Saturday 27 December 2003

Blessed Assurance, Jesus is mine
Oh what a foretaste, Of Glory divine
Heir of salvation, purchase of God
Born of His spirit, washed in His blood.


This is my story
This is my song
Praising my Savior
All the day long


This song has been in my head for like few days now.Suddenly all the old songs coming back to me.

Went for morning prayer today.. wow.. after so long.. it sure feels weird abit. More or less the ppl coming are the same.. with a few additions and a few subtractions.

Today.. I prayed for et. Nope.. not esther tan.. but east timor. Was reading her blog just and i understand what she means abit.
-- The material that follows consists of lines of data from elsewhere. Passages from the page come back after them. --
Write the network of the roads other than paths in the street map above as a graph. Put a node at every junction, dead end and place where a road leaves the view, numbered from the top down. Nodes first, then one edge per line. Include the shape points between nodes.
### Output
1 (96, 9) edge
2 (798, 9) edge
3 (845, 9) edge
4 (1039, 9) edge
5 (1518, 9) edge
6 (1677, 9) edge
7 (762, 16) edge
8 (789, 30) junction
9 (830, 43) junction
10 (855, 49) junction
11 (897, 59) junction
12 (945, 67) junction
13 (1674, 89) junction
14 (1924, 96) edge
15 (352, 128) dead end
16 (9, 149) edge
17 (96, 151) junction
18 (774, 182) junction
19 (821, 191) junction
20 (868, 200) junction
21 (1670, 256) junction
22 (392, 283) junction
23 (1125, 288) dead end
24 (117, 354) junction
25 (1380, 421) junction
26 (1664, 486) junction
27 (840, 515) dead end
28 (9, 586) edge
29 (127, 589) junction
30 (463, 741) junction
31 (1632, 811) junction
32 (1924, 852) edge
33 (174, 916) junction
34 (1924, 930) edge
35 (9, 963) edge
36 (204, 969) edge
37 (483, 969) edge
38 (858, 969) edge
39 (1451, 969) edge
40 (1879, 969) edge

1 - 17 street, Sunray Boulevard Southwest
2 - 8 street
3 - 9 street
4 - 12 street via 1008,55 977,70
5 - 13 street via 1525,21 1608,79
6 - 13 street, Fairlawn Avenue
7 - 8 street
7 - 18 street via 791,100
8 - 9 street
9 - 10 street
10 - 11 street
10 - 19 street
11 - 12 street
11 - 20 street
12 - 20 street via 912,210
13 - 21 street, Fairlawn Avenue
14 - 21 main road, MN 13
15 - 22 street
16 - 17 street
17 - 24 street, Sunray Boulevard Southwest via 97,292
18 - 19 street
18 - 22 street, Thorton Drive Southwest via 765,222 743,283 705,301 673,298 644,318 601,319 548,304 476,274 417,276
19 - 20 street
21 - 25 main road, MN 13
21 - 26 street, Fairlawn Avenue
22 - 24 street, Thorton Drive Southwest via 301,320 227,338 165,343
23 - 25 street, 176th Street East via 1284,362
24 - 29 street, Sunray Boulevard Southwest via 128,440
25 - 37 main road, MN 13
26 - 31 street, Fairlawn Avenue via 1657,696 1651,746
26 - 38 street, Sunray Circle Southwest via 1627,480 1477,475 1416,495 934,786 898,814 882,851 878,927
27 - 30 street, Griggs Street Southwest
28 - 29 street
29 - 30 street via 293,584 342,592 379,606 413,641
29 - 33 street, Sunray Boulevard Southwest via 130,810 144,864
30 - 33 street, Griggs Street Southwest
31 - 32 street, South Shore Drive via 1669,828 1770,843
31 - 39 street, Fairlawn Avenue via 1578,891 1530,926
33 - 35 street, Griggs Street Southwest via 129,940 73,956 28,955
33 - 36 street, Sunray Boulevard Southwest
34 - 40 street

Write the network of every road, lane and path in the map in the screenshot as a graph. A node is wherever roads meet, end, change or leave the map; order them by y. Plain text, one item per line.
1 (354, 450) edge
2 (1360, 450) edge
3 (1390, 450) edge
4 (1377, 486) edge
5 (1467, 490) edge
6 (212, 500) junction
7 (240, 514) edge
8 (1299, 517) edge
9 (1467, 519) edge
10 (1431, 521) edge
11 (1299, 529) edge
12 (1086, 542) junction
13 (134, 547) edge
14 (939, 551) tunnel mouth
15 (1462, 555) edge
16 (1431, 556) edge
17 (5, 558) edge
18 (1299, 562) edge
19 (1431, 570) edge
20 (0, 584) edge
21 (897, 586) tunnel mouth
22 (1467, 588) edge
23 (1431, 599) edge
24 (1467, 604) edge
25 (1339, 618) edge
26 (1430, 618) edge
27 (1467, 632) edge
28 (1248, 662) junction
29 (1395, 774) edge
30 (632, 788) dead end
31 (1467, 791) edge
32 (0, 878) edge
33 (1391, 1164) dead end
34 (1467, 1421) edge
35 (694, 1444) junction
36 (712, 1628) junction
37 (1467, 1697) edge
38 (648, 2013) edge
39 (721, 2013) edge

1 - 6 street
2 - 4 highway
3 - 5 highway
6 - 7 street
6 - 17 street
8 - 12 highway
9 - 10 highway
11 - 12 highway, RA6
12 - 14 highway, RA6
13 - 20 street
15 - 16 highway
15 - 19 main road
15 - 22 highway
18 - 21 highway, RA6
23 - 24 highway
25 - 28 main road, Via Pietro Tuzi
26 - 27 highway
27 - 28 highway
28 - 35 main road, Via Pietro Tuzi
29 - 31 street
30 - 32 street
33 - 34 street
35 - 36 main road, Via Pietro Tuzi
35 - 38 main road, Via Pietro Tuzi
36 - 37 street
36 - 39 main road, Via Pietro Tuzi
As i was praying.. i thought i would be praying like.. a singaporean kind of prayer.. as in.. since-i'm-not-there-anymore..I-wouldn't-be-as-moved-as-i-was-in-east-timor kind of thing. BUT i was so over taken by the feelings i got as i prayed.

Literally its like being there and praying and feeling the burden so real and its like east timor ground is under your feet and the east timor air is blowing in your face and the locals are just in front of you. The prayer was as emotional as when i was in east timor.. if not more emotional.

Definately not something i expected.

Not trying to lament again that i miss east timor.. But I'm shocked at how i could still pray so emotionally for that place despite being back for like 1 over week now. And i know its not me. Its God. Oh kay.. I also have to admit that I'm shocked at how NOT-shocked i was still being so emotional. I really have no words to describe.. don't know how to put into words.

As i prayed for timor.. once again my problems seemed so distant and small and i felt so close to timor. Like said.. i felt as though i was in east timor itself. And i understand abit bout the outward looking part. As i closed my eyes and saw east timor before me.. all my problems were......." Where art thou?? where art thou problems of the one called desmonde..?

God uses east timor to show me that my problems don't matter as much as God's work, as God's glory, as GOD does. Not our petty problems.I'm not saying they are not real.. but He's God. He solves stuff. Let God be God.

It's ALL about Him.
Amen.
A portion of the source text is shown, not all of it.